Problem details
All entries should be copied exactly, none left out.
• • • • •
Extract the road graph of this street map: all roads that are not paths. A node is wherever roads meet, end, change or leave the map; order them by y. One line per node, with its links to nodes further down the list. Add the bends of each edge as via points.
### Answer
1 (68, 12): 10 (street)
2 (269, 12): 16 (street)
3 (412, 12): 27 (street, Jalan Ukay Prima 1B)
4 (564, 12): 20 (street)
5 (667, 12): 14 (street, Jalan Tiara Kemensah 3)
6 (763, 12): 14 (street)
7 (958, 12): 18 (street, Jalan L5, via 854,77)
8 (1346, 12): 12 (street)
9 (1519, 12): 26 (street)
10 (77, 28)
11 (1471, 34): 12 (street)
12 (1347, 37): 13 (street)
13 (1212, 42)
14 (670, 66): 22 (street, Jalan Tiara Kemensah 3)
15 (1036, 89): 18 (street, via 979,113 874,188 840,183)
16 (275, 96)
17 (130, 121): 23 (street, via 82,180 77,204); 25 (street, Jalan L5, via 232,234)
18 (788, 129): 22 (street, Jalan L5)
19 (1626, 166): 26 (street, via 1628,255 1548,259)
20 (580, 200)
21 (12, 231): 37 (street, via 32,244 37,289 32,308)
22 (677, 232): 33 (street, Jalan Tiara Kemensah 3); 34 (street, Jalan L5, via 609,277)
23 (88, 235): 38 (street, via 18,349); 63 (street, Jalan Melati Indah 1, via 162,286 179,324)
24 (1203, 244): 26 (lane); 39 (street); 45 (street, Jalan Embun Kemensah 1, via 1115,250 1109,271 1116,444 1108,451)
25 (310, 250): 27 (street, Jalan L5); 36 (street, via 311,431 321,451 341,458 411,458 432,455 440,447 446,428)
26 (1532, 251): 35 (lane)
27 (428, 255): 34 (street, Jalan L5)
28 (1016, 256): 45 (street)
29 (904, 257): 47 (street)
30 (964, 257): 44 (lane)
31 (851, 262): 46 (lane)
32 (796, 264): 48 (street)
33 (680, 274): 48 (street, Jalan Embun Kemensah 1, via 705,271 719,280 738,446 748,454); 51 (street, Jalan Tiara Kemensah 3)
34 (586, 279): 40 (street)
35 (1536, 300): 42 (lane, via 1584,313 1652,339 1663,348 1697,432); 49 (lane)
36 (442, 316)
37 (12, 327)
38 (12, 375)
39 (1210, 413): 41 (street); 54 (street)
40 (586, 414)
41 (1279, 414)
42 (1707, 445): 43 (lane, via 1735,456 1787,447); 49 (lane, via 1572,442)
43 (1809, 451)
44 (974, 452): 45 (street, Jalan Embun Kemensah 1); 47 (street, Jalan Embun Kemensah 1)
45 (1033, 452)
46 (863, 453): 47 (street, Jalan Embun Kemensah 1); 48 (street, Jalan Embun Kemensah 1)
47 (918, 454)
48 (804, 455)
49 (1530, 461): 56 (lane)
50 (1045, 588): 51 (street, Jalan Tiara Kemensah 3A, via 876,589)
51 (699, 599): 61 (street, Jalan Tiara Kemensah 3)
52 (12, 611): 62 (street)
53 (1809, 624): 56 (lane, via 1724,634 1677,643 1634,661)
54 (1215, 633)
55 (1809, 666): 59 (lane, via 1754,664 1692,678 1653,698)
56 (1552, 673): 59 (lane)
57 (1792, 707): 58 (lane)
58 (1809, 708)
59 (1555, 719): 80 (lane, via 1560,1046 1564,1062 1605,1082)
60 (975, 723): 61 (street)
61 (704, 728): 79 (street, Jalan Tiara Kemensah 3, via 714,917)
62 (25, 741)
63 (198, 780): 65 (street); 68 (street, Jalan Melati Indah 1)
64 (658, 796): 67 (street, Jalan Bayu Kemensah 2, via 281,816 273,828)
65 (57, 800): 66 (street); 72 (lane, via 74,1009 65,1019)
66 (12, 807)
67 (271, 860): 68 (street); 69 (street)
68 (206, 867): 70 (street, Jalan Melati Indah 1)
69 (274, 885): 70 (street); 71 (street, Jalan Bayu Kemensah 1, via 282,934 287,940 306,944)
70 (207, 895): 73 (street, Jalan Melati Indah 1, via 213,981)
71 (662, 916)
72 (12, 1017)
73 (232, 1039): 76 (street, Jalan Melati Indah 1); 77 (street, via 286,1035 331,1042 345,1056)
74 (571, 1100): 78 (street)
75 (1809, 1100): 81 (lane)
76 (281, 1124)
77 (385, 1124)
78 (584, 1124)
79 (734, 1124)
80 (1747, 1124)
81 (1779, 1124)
• • • • •
Exercise solution
Extract the road graph of this street map: all roads that are not paths. A node is wherever roads meet, end, change or leave the map; order them by y. One line per node, with its links to nodes further down the list. Add the bends of each edge as via points.
### Answer
1 (68, 12): 10 (street)
2 (269, 12): 16 (street)
3 (412, 12): 27 (street, Jalan Ukay Prima 1B)
4 (564, 12): 20 (street)
5 (667, 12): 14 (street, Jalan Tiara Kemensah 3)
6 (763, 12): 14 (street)
7 (958, 12): 18 (street, Jalan L5, via 854,77)
8 (1346, 12): 12 (street)
9 (1519, 12): 26 (street)
10 (77, 28)
11 (1471, 34): 12 (street)
12 (1347, 37): 13 (street)
13 (1212, 42)
14 (670, 66): 22 (street, Jalan Tiara Kemensah 3)
15 (1036, 89): 18 (street, via 979,113 874,188 840,183)
16 (275, 96)
17 (130, 121): 23 (street, via 82,180 77,204); 25 (street, Jalan L5, via 232,234)
18 (788, 129): 22 (street, Jalan L5)
19 (1626, 166): 26 (street, via 1628,255 1548,259)
20 (580, 200)
21 (12, 231): 37 (street, via 32,244 37,289 32,308)
22 (677, 232): 33 (street, Jalan Tiara Kemensah 3); 34 (street, Jalan L5, via 609,277)
23 (88, 235): 38 (street, via 18,349); 63 (street, Jalan Melati Indah 1, via 162,286 179,324)
24 (1203, 244): 26 (lane); 39 (street); 45 (street, Jalan Embun Kemensah 1, via 1115,250 1109,271 1116,444 1108,451)
25 (310, 250): 27 (street, Jalan L5); 36 (street, via 311,431 321,451 341,458 411,458 432,455 440,447 446,428)
26 (1532, 251): 35 (lane)
27 (428, 255): 34 (street, Jalan L5)
28 (1016, 256): 45 (street)
29 (904, 257): 47 (street)
30 (964, 257): 44 (lane)
31 (851, 262): 46 (lane)
32 (796, 264): 48 (street)
33 (680, 274): 48 (street, Jalan Embun Kemensah 1, via 705,271 719,280 738,446 748,454); 51 (street, Jalan Tiara Kemensah 3)
34 (586, 279): 40 (street)
35 (1536, 300): 42 (lane, via 1584,313 1652,339 1663,348 1697,432); 49 (lane)
36 (442, 316)
37 (12, 327)
38 (12, 375)
39 (1210, 413): 41 (street); 54 (street)
40 (586, 414)
41 (1279, 414)
42 (1707, 445): 43 (lane, via 1735,456 1787,447); 49 (lane, via 1572,442)
43 (1809, 451)
44 (974, 452): 45 (street, Jalan Embun Kemensah 1); 47 (street, Jalan Embun Kemensah 1)
45 (1033, 452)
46 (863, 453): 47 (street, Jalan Embun Kemensah 1); 48 (street, Jalan Embun Kemensah 1)
47 (918, 454)
48 (804, 455)
49 (1530, 461): 56 (lane)
50 (1045, 588): 51 (street, Jalan Tiara Kemensah 3A, via 876,589)
51 (699, 599): 61 (street, Jalan Tiara Kemensah 3)
52 (12, 611): 62 (street)
53 (1809, 624): 56 (lane, via 1724,634 1677,643 1634,661)
54 (1215, 633)
55 (1809, 666): 59 (lane, via 1754,664 1692,678 1653,698)
56 (1552, 673): 59 (lane)
57 (1792, 707): 58 (lane)
58 (1809, 708)
59 (1555, 719): 80 (lane, via 1560,1046 1564,1062 1605,1082)
60 (975, 723): 61 (street)
61 (704, 728): 79 (street, Jalan Tiara Kemensah 3, via 714,917)
62 (25, 741)
63 (198, 780): 65 (street); 68 (street, Jalan Melati Indah 1)
64 (658, 796): 67 (street, Jalan Bayu Kemensah 2, via 281,816 273,828)
65 (57, 800): 66 (street); 72 (lane, via 74,1009 65,1019)
66 (12, 807)
67 (271, 860): 68 (street); 69 (street)
68 (206, 867): 70 (street, Jalan Melati Indah 1)
69 (274, 885): 70 (street); 71 (street, Jalan Bayu Kemensah 1, via 282,934 287,940 306,944)
70 (207, 895): 73 (street, Jalan Melati Indah 1, via 213,981)
71 (662, 916)
72 (12, 1017)
73 (232, 1039): 76 (street, Jalan Melati Indah 1); 77 (street, via 286,1035 331,1042 345,1056)
74 (571, 1100): 78 (street)
75 (1809, 1100): 81 (lane)
76 (281, 1124)
77 (385, 1124)
78 (584, 1124)
79 (734, 1124)
80 (1747, 1124)
81 (1779, 1124)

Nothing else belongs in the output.